I usually just read the posts on this board and never actually write anything but, considering that I have a dilemma that I don't know how to deal with, I figured I'd get some insight from other fellow brides-to-be and whatnot.
Anyways, he proposed Christmas Eve and we told his family on Christmas Day. Nobody at ALL knew of his intentions (aside from my family), because he wanted to surprise everyone. Everyone seemed happy about the news (his mom cried, his grandpa had a huge smile on his face and congratulated the both of us, etc). I didn't really notice his sisters' reactions, because they were in the kitchen area…but I assumed they were happy as well (or at least one of them). Last night, however, my fiance got a text from the older of his two sisters saying that she needed to talk to him and let some things off her chest. He drove over to her place to hear her out. When he got back, he was all out of sorts. His sister told him that she was worried about him, that he was moving too fast (even though we've been together for 2 years and are in our 30s) and didn't think he was serious about our relationship (my fiance is a big goof and always jokes around). Also said that she thinks a fall wedding is too soon (in a "where's the money gonna come from?" sense) and, the icing to the emotional crumble cake, she didn't want him to turn into his mom (their parents are divorced). He's incredibly close to his family, so of course hearing all of that turned him into a wreck. And, in turn, turning me into a wreck (he turned from happy and enthused to quite worried and sad).
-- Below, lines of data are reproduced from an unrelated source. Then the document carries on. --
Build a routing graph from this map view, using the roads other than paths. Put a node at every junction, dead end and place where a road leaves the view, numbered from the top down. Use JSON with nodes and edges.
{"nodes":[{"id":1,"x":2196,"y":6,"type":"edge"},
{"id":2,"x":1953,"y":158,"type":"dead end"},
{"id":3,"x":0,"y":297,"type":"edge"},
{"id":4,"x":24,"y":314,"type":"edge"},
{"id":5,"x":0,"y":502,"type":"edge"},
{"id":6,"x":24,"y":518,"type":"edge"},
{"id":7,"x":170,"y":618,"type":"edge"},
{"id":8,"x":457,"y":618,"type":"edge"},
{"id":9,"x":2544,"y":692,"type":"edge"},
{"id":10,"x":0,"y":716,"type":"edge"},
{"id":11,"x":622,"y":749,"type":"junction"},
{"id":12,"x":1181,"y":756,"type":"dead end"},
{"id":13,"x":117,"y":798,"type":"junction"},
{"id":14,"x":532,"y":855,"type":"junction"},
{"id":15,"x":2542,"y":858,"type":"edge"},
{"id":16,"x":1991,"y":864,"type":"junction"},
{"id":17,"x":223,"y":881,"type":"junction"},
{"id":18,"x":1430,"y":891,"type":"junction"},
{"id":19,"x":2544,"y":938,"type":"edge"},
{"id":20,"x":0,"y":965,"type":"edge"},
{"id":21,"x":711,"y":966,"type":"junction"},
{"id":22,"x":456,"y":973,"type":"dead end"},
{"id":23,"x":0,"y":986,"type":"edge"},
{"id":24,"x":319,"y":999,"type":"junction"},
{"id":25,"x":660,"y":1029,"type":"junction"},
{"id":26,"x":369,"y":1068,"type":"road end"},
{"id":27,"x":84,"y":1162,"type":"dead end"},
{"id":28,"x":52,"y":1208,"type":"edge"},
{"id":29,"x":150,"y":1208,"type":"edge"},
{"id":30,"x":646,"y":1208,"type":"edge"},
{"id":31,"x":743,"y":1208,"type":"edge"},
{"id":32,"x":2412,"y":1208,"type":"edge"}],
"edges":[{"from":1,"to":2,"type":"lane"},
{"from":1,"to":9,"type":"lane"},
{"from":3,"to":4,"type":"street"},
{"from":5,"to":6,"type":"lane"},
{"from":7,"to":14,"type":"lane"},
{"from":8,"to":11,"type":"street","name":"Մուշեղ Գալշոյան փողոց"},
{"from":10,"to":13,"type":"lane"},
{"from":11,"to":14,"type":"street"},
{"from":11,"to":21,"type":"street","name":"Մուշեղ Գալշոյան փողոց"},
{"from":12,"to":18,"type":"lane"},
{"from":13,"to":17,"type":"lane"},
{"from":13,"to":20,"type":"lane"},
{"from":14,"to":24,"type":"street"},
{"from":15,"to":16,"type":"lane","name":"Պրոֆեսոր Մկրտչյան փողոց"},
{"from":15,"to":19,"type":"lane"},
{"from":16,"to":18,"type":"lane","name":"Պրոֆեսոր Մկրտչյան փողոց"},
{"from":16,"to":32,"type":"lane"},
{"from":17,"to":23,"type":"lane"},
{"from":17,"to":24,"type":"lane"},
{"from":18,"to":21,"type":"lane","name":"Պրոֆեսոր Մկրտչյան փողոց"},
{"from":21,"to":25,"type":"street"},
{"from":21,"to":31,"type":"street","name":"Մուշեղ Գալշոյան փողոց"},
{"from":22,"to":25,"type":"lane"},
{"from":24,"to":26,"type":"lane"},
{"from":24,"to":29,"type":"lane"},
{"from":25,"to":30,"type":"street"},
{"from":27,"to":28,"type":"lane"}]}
What I'm wondering now, though, is if she's just jealous. Said sister has no guy in her life, is very self-absorbed (thinks every guy wants her and posts many selfies on facebook), never leaves the house without makeup, and is just the opposite of me. Yet here I am, a very low-key, introverted, non-makeup-wearing girl and am getting hitched. The other sister (who is very similar to me) also has a guy.
How I can get my guy to set aside what his sister has said (he thinks that other people in his family might share the same sentiment) and to get him excited again (like he was on Christmas and most of yesterday). Also want to know of ways to get his sister to know me better. We don't share anything in common, I don't drive, and going over to her apartment to hang out will result in an asthma attack (she has a cat and I have allergies that don't respond very well to meds).